鈦植入物表面納米結構的BMP-2功能化及生物學效應研究

植入物與骨組織之間的粘附成骨不足、骨溶解加強導致的假體鬆動是致使人工關節置換術後失敗和翻修的主要原因之一。通過植入物表面物理與化學狀態的改善提高生物活性、促進植入物/骨界面的骨整合對預防假體鬆動具有積極作用。本項目通過電化學途徑在Ti假體表面生成TiO2納米管陣列，通過其生長過程與結構調控機制的研究實現其可控構建。套用加速器電子束對TiO2納米管表面輻照活化與原位官能團接枝，改善其與成骨因子與細胞的負載與結合特性，以促進骨整合；對官能團接枝反應機制與過程熱力學、動力學進行研究，獲得最佳化接枝率與反應速率。在TiO2納米管中負載BMP-2，誘導成骨細胞黏附並發揮納米管陣列的特異位點靶向作用；進行BMP-2的負載與釋放動力學考察，調控實現釋放總量的最小化，進一步降低異位骨化風險。本項目的工作將為人工關節置換術後假體無菌性鬆動的防治提供具有競爭力的新方法。

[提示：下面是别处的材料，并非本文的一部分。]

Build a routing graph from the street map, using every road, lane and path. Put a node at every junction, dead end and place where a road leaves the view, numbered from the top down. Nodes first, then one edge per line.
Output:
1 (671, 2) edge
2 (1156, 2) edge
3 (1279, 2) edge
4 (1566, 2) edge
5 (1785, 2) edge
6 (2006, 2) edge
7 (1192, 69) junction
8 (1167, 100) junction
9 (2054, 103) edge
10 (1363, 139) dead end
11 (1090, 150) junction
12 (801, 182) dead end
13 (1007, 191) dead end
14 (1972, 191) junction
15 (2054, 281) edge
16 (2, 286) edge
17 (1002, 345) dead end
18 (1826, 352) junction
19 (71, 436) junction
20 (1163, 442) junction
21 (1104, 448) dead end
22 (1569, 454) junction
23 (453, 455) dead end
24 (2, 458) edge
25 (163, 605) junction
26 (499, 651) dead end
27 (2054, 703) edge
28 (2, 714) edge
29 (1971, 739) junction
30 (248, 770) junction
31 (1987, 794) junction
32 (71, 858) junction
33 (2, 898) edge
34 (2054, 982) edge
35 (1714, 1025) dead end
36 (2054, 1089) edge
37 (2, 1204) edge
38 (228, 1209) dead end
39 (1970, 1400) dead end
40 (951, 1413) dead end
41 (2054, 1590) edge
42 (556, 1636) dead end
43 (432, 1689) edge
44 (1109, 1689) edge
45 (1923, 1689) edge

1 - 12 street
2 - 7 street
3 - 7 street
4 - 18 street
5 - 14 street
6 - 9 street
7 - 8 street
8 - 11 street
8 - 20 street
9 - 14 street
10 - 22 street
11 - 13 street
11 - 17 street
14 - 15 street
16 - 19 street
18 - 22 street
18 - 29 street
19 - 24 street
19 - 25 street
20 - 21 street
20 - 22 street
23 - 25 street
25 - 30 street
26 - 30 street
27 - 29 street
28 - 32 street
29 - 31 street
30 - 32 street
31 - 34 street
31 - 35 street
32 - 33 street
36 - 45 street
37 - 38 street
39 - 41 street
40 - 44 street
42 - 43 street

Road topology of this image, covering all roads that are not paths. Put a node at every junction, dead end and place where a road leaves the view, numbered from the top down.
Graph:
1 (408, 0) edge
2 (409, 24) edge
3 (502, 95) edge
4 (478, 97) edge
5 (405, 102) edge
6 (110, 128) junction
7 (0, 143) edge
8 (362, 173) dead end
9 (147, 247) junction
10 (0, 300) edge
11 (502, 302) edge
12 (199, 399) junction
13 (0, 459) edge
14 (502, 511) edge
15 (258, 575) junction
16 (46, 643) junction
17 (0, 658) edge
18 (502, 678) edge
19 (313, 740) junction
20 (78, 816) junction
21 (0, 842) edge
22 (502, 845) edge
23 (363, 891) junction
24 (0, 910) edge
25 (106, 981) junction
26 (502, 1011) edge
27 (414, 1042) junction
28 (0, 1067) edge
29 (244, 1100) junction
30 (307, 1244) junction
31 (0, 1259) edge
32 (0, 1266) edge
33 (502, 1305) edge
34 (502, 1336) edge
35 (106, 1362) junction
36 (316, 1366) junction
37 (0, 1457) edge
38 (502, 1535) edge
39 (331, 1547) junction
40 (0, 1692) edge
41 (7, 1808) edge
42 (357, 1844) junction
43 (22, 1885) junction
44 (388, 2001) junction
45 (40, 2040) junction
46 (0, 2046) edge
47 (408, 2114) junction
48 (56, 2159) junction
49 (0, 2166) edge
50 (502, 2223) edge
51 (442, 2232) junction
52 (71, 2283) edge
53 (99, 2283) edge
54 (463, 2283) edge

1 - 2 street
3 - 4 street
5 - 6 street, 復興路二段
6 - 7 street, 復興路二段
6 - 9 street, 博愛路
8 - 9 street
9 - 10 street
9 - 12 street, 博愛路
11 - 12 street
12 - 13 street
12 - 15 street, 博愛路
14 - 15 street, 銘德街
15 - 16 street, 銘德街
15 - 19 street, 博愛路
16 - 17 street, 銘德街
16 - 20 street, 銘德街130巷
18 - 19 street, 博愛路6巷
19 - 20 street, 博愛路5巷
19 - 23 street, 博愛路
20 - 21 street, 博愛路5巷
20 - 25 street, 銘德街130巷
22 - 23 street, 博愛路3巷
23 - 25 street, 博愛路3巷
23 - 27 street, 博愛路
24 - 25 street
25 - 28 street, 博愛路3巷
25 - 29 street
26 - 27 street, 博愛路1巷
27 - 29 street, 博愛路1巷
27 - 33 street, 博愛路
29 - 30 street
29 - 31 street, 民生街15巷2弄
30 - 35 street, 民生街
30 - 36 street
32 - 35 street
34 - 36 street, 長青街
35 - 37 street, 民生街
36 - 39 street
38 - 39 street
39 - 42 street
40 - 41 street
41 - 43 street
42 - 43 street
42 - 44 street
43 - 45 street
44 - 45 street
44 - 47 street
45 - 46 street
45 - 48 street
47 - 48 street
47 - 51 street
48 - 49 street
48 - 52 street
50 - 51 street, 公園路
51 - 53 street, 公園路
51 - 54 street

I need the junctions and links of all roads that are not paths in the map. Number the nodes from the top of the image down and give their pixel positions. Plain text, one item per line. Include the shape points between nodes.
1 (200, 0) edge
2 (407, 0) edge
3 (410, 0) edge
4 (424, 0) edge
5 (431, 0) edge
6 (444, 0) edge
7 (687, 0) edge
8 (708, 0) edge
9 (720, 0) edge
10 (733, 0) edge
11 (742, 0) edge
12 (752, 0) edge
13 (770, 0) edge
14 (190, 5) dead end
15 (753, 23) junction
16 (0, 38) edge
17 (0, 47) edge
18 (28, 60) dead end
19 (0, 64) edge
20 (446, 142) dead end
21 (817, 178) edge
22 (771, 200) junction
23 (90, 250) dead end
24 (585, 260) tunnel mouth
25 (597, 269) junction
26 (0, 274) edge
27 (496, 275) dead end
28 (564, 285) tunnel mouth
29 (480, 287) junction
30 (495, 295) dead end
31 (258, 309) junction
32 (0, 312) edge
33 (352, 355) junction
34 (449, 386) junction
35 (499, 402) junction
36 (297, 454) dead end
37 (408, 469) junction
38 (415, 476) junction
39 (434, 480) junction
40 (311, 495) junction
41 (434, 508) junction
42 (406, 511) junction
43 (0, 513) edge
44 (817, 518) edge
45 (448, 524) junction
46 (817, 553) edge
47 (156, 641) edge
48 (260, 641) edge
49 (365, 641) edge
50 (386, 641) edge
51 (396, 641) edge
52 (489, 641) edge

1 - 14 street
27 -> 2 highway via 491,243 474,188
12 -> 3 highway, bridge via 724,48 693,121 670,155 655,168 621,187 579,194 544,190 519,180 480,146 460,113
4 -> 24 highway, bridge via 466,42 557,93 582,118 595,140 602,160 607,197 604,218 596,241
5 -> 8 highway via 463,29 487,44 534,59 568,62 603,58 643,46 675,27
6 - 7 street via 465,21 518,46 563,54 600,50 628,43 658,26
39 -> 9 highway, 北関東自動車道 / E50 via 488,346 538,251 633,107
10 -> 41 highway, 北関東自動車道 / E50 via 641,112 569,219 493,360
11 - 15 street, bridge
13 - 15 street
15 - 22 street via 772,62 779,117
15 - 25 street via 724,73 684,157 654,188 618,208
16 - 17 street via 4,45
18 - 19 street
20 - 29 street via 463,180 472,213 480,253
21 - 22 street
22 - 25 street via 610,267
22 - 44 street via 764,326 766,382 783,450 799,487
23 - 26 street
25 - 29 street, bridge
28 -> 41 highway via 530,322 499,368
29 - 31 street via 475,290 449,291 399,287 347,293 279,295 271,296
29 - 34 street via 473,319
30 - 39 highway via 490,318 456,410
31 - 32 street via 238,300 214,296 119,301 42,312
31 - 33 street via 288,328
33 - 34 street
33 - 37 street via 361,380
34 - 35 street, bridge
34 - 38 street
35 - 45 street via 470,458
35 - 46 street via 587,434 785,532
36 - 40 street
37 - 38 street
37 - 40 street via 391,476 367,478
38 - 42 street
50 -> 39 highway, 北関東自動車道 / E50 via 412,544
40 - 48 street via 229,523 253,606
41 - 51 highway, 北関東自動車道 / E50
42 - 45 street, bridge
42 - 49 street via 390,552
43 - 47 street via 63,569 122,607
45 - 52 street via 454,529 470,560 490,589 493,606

研究背景：全關節置換術被認為是20世紀醫療保健領域最大的進展之一，當前假體鬆動是人工關節置換手術失敗及限制假體使用年限的最主要原因，也是目前人工關節研究的熱點和難點。骨溶解和無菌性鬆動是全關節關節翻修術最常見原因之一。植入物和周圍骨組織之間快速的初始穩定和長期骨整合是下一代骨科生物材料設計的主要焦點。因此，植入物的表面特性例如形貌和化學是骨-植入物獲得直接接觸的關鍵因素。 目的：在 Ti 表面可控構建 TiO2 納米管結構，並在此基礎上載入成骨細胞生長因子BMP-2，並通過體內外實驗探索其促骨形成的能力。 方法：首先，採用電化學陽極氧化處理在鈦的表面構建 TiO2 納米管，採用共價移植將 BMP-2 固化在已構建的 TiO2 納米管表面。隨後，通過TiO2納米管/載BMP-2塗層的體外細胞試驗，測定成骨細胞活性。最後，TiO2納米管/載BMP-2塗層假體植入大白兔脛骨部位，通過體內實驗測定植入物假體與骨的整合行為。 結果：含0.09M NH4F的乙二醇/水（醇水比為9:1）電解液中，60V電壓陽極氧化30min可以獲得最佳的TiO2納米管表面形貌，此時納米管的內徑平均為125nm，外徑為170nm，管長為1.05µm。實驗分為兩組：TiO2納米管(NTTi)和TiO2納米管/載BMP-2組(NTTi-BMP)。體外實驗證明，第7天及14天，NTTi的蛋白含量及ALP均小於NTTi-BMP，第7天時NTTi的增殖小於NTTi-BMP。NTTi組鈣結節數量明顯少於NTTi-BMP組，NTTi組上的黏附細胞明顯少於NTTi-BMP組。體內實驗證明，影像學檢測發現NTTi-BMP，NTTi均有良好的骨長入，甲苯胺藍染色結果發現NTTi-BMP骨形成量明顯多於NTTi組，HE染色的結果同樣證明NTTi-BMP組形成的骨組織明顯多於NTTi組。 結論：本課題通過體內外實驗研究證明，在 Ti 表面可控構建 TiO2 納米管結構，並在此基礎上載入成骨細胞生長因子BMP-2能促進新骨形成，為人工關節置換術後假體無菌性鬆動的防治提供行之有效的新的思路和方法。